Sentí que mis propias manos habían trabajado allí en alguna etapa lejana,
cavando surcos, alisando peñascos. […]
Allí nació
mi poema Alturas de Macchu Picchu.” (Pablo
Neruda, Confieso que he vivido)
SUBE a nacer conmigo,
hermano.
Dame la mano desde la profunda
No volverás del fondo de las rocas.
No volverás del tiempo subterráneo.
No volverá tu voz endurecida.
No volverán tus ojos taladrados.
Mírame desde el fondo de la tierra,
labrador, tejedor, pastor callado:
domador de guanacos tutelares:
albañil del andamio desafiado:
aguador de las lágrimas andinas:
joyero de los dedos machacados:
agricultor temblando en la semilla:
alfarero en tu greda derramado:
traed a la copa de esta nueva vida
vuestros viejos dolores enterrados.
(Pablo Neruda, Alturas de Macchu Picchu –fragmento–)
Nosotros
vamos a visitar Machu Picchu (desde ahora MP) más de sesenta años después que
el poeta chileno quedara impresionado. Las cosas han cambiado y,
desgraciadamente, no es posible ascender a caballo. Es más, anuncian que se
restringen las visitas diarias para evitar el deterioro del lugar. Más aún si
se tiene en cuenta que, al parecer, durante el rodaje de un vídeo clip de la
cantante Gloria Estefan, algún daño se
ha causado a parte de las ruinas. Éstas, que tan celosamente han sido
protegidas por la naturaleza, ahora
corren peligro. Quién se lo iba a decir a Hiram Bingham, el descubridor oficial,
teniendo en cuenta lo que le costó hallar este santuario universal. Por no hablar de Melchor Arteaga, el arrendatario que lo
acompañó hasta el enclave donde dos familias de campesinos, los Recharte y los
Álvarez, vivían, e incluso usaban terrazas
del sur de las ruinas para cultivar, y el agua de un canal incaico, que la traía
de un manantial, para beber.
Pero
comencemos por el principio. Para llegar a MP desde Cuzco es necesario madrugar. No hay
otra manera de llegar a las ruinas más que mediante un tren que lleva hasta
Aguas Calientes, el municipio desde que se accede, finalmente, al mítico lugar.

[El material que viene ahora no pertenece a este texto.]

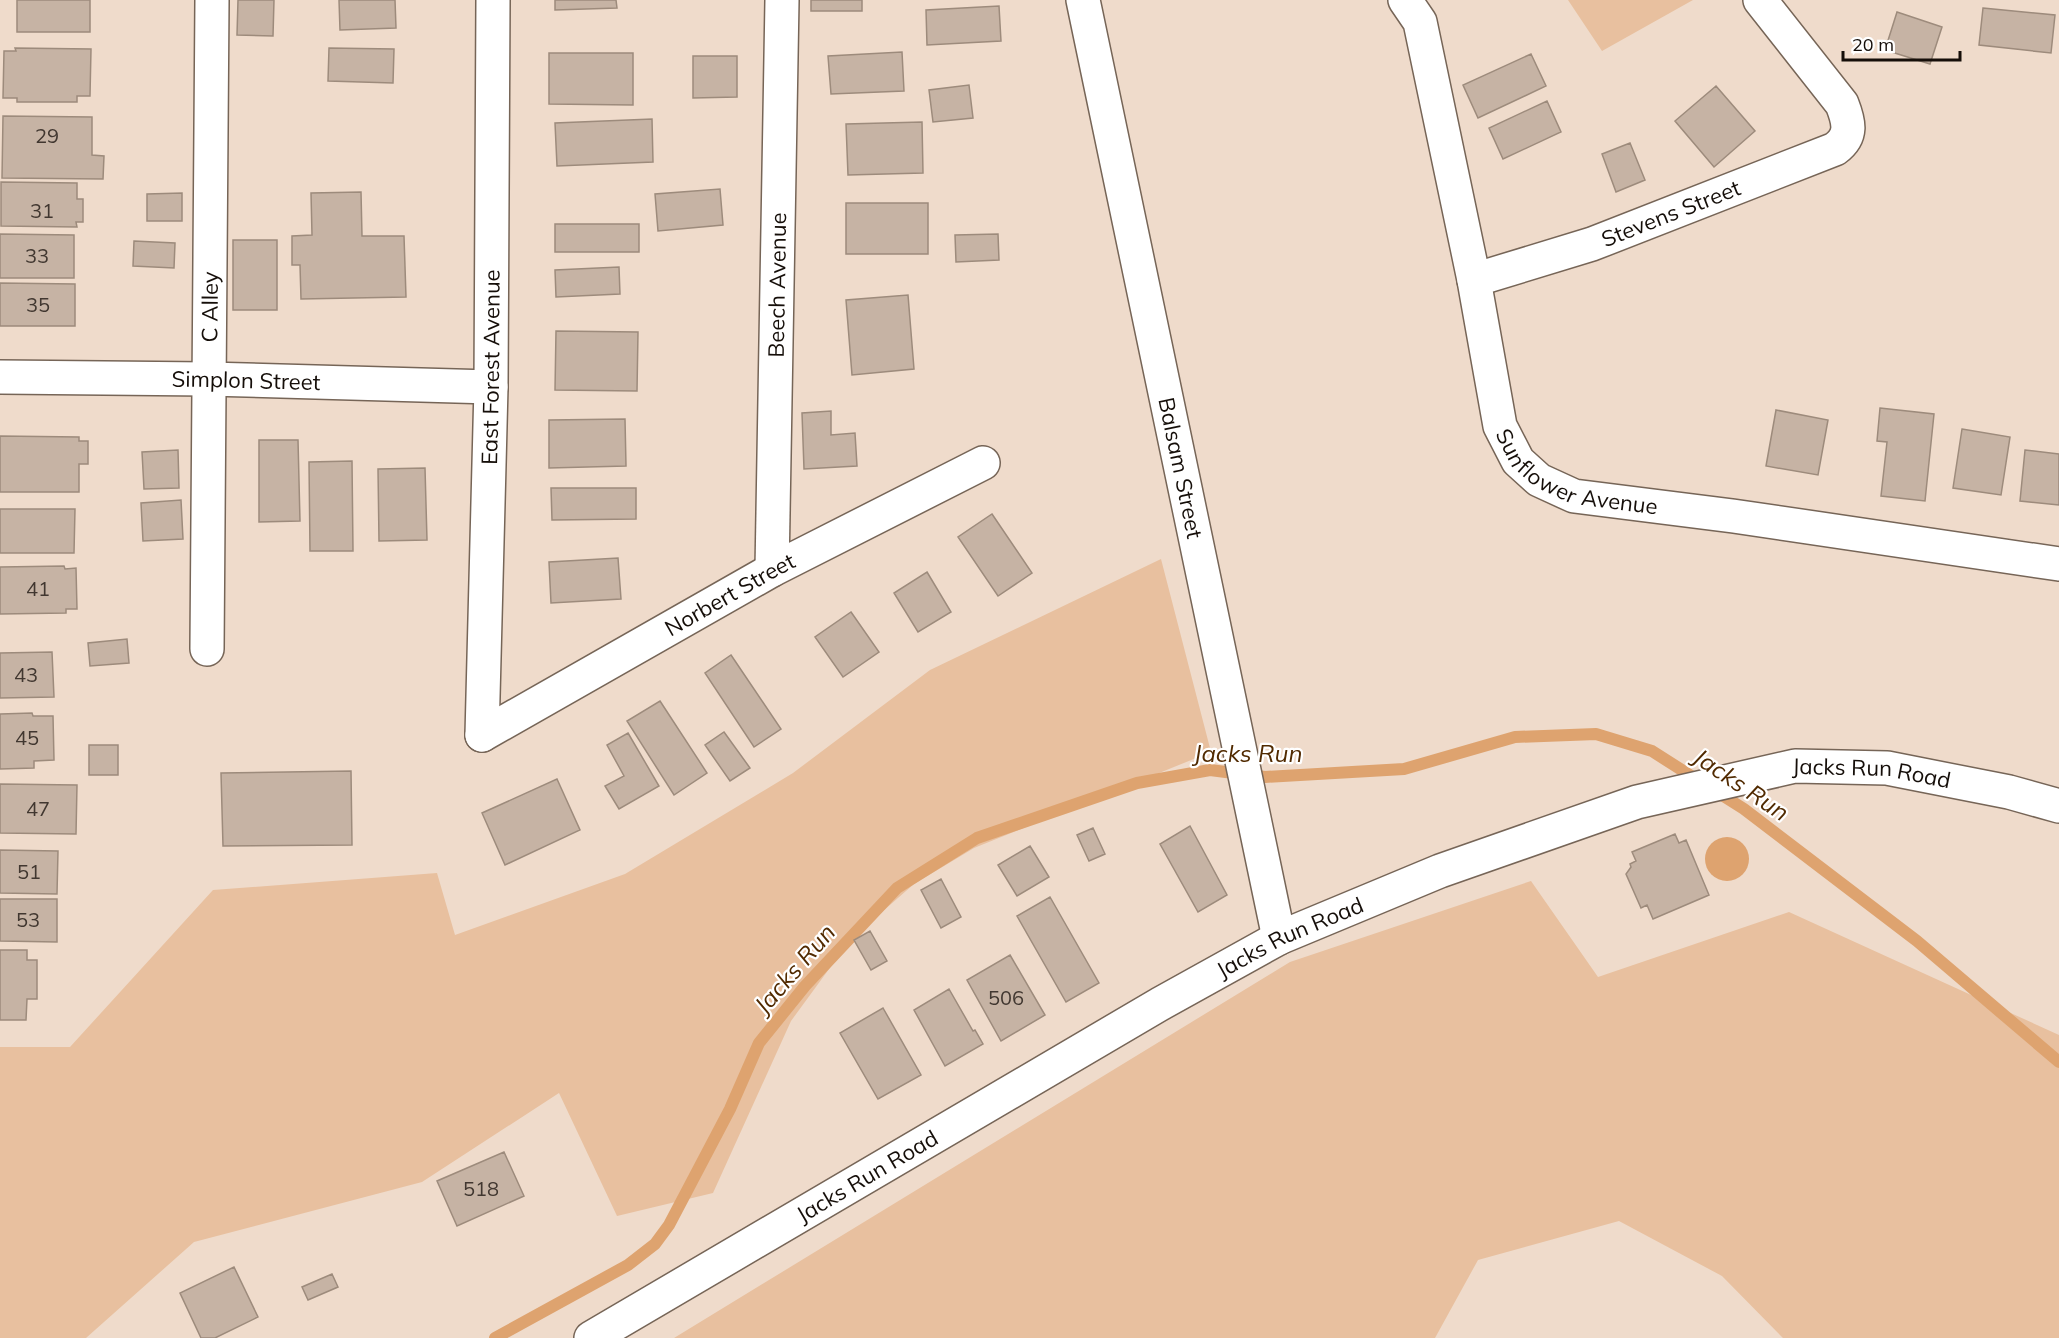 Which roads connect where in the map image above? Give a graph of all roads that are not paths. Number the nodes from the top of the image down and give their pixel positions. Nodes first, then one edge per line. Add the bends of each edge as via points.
1 (212, 0) edge
2 (493, 0) edge
3 (782, 0) edge
4 (1083, 0) edge
5 (1405, 0) edge
6 (1760, 0) edge
7 (1474, 280) junction
8 (0, 377) edge
9 (208, 380) junction
10 (491, 387) junction
11 (983, 463) dead end
12 (2059, 564) edge
13 (772, 570) junction
14 (207, 650) dead end
15 (482, 735) joint
16 (2059, 806) edge
17 (1280, 938) junction
18 (591, 1338) edge

1 - 9 street, C Alley
2 - 10 street, East Forest Avenue
3 - 13 street, Beech Avenue
4 - 17 street, Balsam Street
5 - 7 street, Sunflower Avenue via 1420,22
6 - 7 street, Stevens Street via 1842,104 1849,121 1845,140 1835,149 1592,244
7 - 12 street, Sunflower Avenue via 1500,426 1518,461 1539,480 1574,496
8 - 9 street, Simplon Street
9 - 10 street, Simplon Street
9 - 14 street, C Alley
10 - 15 street, East Forest Avenue
11 - 13 street, Norbert Street
13 - 15 street, Norbert Street
16 - 17 street, Jacks Run Road via 1887,768 1795,766 1637,802 1440,871
17 - 18 street, Jacks Run Road via 1160,1004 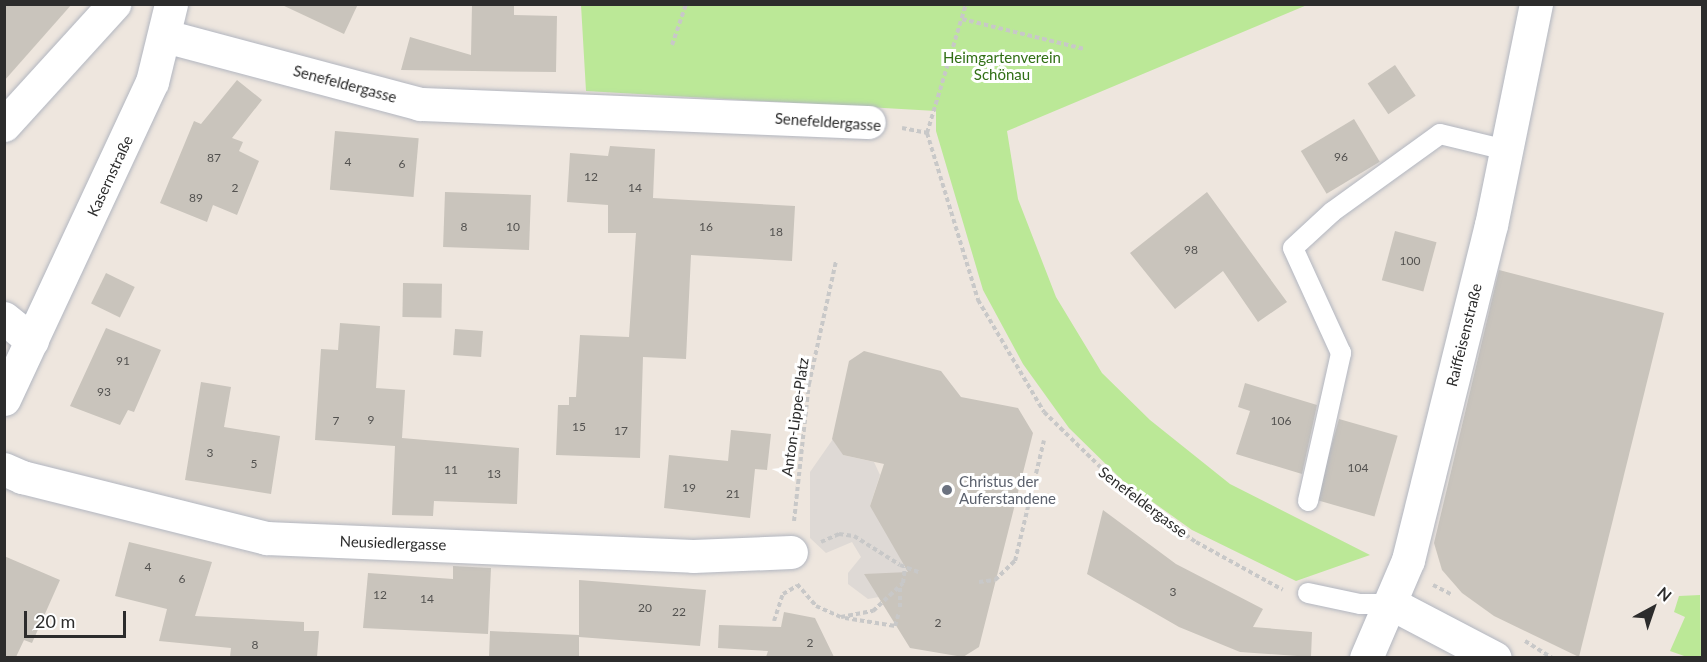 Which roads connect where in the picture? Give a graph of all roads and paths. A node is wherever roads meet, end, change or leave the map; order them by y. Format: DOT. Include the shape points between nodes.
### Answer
graph roads {
  1 [pos="114,4"];
  2 [pos="686,4"];
  3 [pos="966,4"];
  4 [pos="1536,4"];
  5 [pos="962,19"];
  6 [pos="168,20"];
  7 [pos="672,45"];
  8 [pos="1084,49"];
  9 [pos="869,122"];
  10 [pos="4,125"];
  11 [pos="927,133"];
  12 [pos="1506,150"];
  13 [pos="836,261"];
  14 [pos="4,318"];
  15 [pos="32,341"];
  16 [pos="4,399"];
  17 [pos="1044,440"];
  18 [pos="4,469"];
  19 [pos="1308,501"];
  20 [pos="795,564"];
  21 [pos="905,567"];
  22 [pos="921,573"];
  23 [pos="979,582"];
  24 [pos="797,586"];
  25 [pos="900,588"];
  26 [pos="1308,593"];
  27 [pos="1392,604"];
  28 [pos="841,617"];
  29 [pos="774,621"];
  30 [pos="1366,657"];
  31 [pos="1495,657"];
  1 -- 10 [label="street"];
  2 -- 7 [label="path"];
  3 -- 5 [label="path"];
  4 -- 12 [label="street, Raiffeisenstraße"];
  5 -- 8 [label="path"];
  5 -- 11 [label="path"];
  6 -- 9 [label="street, Senefeldergasse" via="420,104"];
  6 -- 15 [label="street, Kasernstraße" via="140,110"];
  9 -- 11 [label="path, Senefeldergasse"];
  11 -- 26 [label="path, Senefeldergasse" via="978,300 1044,412 1130,496 1196,542 1283,590"];
  12 -- 19 [label="lane" via="1440,134 1332,212 1293,249 1341,353"];
  12 -- 27 [label="street, Raiffeisenstraße" via="1408,560"];
  13 -- 20 [label="path, Anton-Lippe-Platz" via="810,384"];
  14 -- 15 [label="street"];
  15 -- 16 [label="street, Kasernstraße"];
  17 -- 23 [label="path" via="1015,561 995,580"];
  18 -- 20 [label="street, Neusiedlergasse" via="22,477 266,538"];
  20 -- 21 [label="path" via="838,534 854,536"];
  20 -- 24 [label="path, Anton-Lippe-Platz"];
  21 -- 22 [label="path"];
  21 -- 25 [label="path"];
  24 -- 28 [label="path" via="816,606"];
  24 -- 29 [label="path, Anton-Lippe-Platz" via="783,594"];
  25 -- 28 [label="path" via="873,610"];
  25 -- 28 [label="path" via="895,626"];
  26 -- 27 [label="lane" via="1360,604"];
  27 -- 30 [label="street, Raiffeisenstraße"];
  27 -- 31 [label="street"];
} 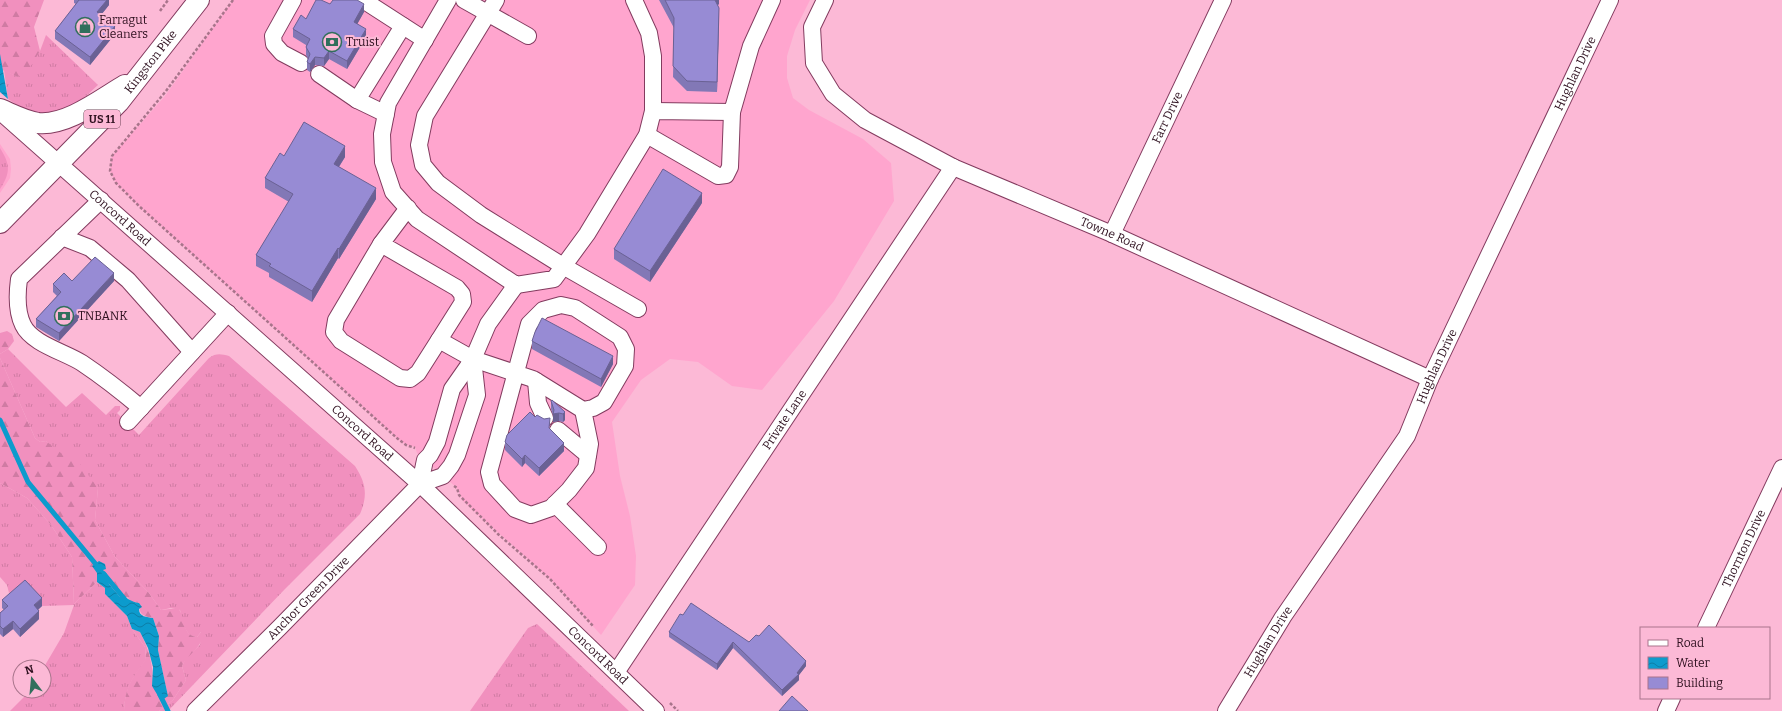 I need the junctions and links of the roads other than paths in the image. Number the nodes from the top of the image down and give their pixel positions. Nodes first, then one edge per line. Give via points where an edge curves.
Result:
1 (199, 0) edge
2 (293, 0) edge
3 (363, 0) edge
4 (448, 0) edge
5 (464, 0) edge
6 (634, 0) edge
7 (772, 0) edge
8 (825, 0) edge
9 (1223, 0) edge
10 (1610, 0) edge
11 (492, 7) edge
12 (403, 26) junction
13 (528, 36) dead end
14 (425, 40) junction
15 (301, 63) dead end
16 (142, 74) junction
17 (319, 74) dead end
18 (357, 100) junction
19 (1, 111) edge
20 (653, 111) junction
21 (732, 112) junction
22 (386, 114) junction
23 (648, 135) junction
24 (60, 163) junction
25 (953, 167) junction
26 (101, 200) junction
27 (408, 208) junction
28 (0, 224) edge
29 (1112, 234) junction
30 (62, 237) junction
31 (382, 244) junction
32 (563, 266) junction
33 (516, 285) junction
34 (638, 310) dead end
35 (228, 313) junction
36 (439, 340) junction
37 (192, 352) junction
38 (473, 359) junction
39 (517, 373) junction
40 (1430, 379) junction
41 (536, 381) junction
42 (141, 408) junction
43 (583, 410) junction
44 (545, 418) edge
45 (128, 422) dead end
46 (558, 430) dead end
47 (588, 455) junction
48 (1782, 468) edge
49 (420, 484) junction
50 (555, 504) junction
51 (598, 547) dead end
52 (1706, 627) edge
53 (617, 671) junction
54 (1672, 699) edge
55 (195, 711) edge
56 (656, 711) edge
57 (1226, 711) edge
58 (1666, 711) edge

1 - 16 main road, Kingston Pike / US 11
2 - 15 street via 273,36 274,44 282,53
3 - 12 street
4 - 14 street
5 - 11 street
6 - 20 street via 649,33 653,56
7 - 21 street via 751,46
8 - 25 street, Towne Road via 812,27 814,64 833,94 865,120
9 - 29 street, Farr Drive
10 - 40 street, Hughlan Drive
11 - 13 street
11 - 32 street via 425,116 419,145 423,165 438,183 479,213
12 - 14 street
12 - 18 street
14 - 22 street via 388,103
16 - 19 main road via 85,110 56,121 39,123
16 - 24 main road, Kingston Pike / US 11 via 119,102
17 - 18 street
18 - 22 street
19 - 24 street, Concord Road
20 - 21 street
20 - 23 street
21 - 23 street via 730,167 726,175 718,176
22 - 27 street via 382,134 383,162 393,192
23 - 32 street via 587,234
24 - 26 street, Concord Road
24 - 28 main road, Kingston Pike / US 11
25 - 29 street, Towne Road
25 - 53 street, Private Lane
26 - 30 street
26 - 35 street, Concord Road
27 - 31 street
27 - 33 street via 417,219
29 - 40 street, Towne Road
30 - 37 street via 90,248 128,280
30 - 42 street via 19,279 19,313 24,326 33,336 111,383
31 - 36 street via 457,288 462,294 463,302
31 - 36 street via 336,320 334,332 341,341 400,378 410,379 418,373
32 - 33 street via 554,279
32 - 34 street
33 - 38 street via 488,324
35 - 37 street
35 - 49 street, Concord Road
36 - 38 street
37 - 42 street
38 - 39 street
38 - 49 street via 452,390 437,442 425,460
38 - 49 street via 477,395 457,455 443,476
39 - 41 street
39 - 43 street via 529,324 543,310 561,305 575,308 620,336 626,349 625,366 604,402
39 - 50 street via 489,472 492,484 514,509 531,515
40 - 57 street, Hughlan Drive via 1407,436 1283,617
41 - 43 street
41 - 44 street via 538,403
42 - 45 street
43 - 47 street via 590,444
46 - 47 street
47 - 50 street via 586,468
48 - 52 street, Thornton Drive
49 - 53 street, Concord Road
49 - 55 street, Anchor Green Drive
50 - 51 street
53 - 56 street, Concord Road
54 - 58 street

Eso, además de facilitar el control de visitantes, supone un monopolio, lo que
hace del viaje un producto de lujo.
Hemos
acordado con Braulio, el conductor de un minitaxi de los muchos que circulan
como hormigas por las calles cuzqueñas, que venga a buscarnos al hotel sobre
las 6 de la mañana. Nuestra intención es que nos acerque hasta la estación de
Poroy. Este lugar, desde el que parte el tren cada mañana, se halla a las
afueras de Cuzco, a una media hora, subiendo por una de las colinas que rodean y conforman la populosa ciudad.
Tenemos
billete de ida (el primero en partir) y vuelta (el último en regresar). Pero no
todo es tan fácil cuando se trata de visitar uno de los lugares más atrayentes
del planeta. Braulio nos sugiere comprobar el lugar donde nos dejará el tren de
vuelta. Resulta que ese último tren que tanto nos ilusionaba nos llevará hasta
Ollantaytambo, a dos horas en coche desde Cuzco. Además, a esa hora ya no habrá
colectivos. Por si fuera poco, el día anterior dejamos bastante ropa en una
lavandería y no nos dio tiempo a recogerla, lo cual hace imprescindible ir a
por ella hoy, pues mañana es festivo, no abren, y nosotros partimos a la mañana
siguiente muy temprano.
Nos
encomendamos a Braulio y su buena fe. Le dejamos el ticket de la lavandería y
dinero para pagarla. Y le esperaremos, ya de noche, en la estación de Ollanta.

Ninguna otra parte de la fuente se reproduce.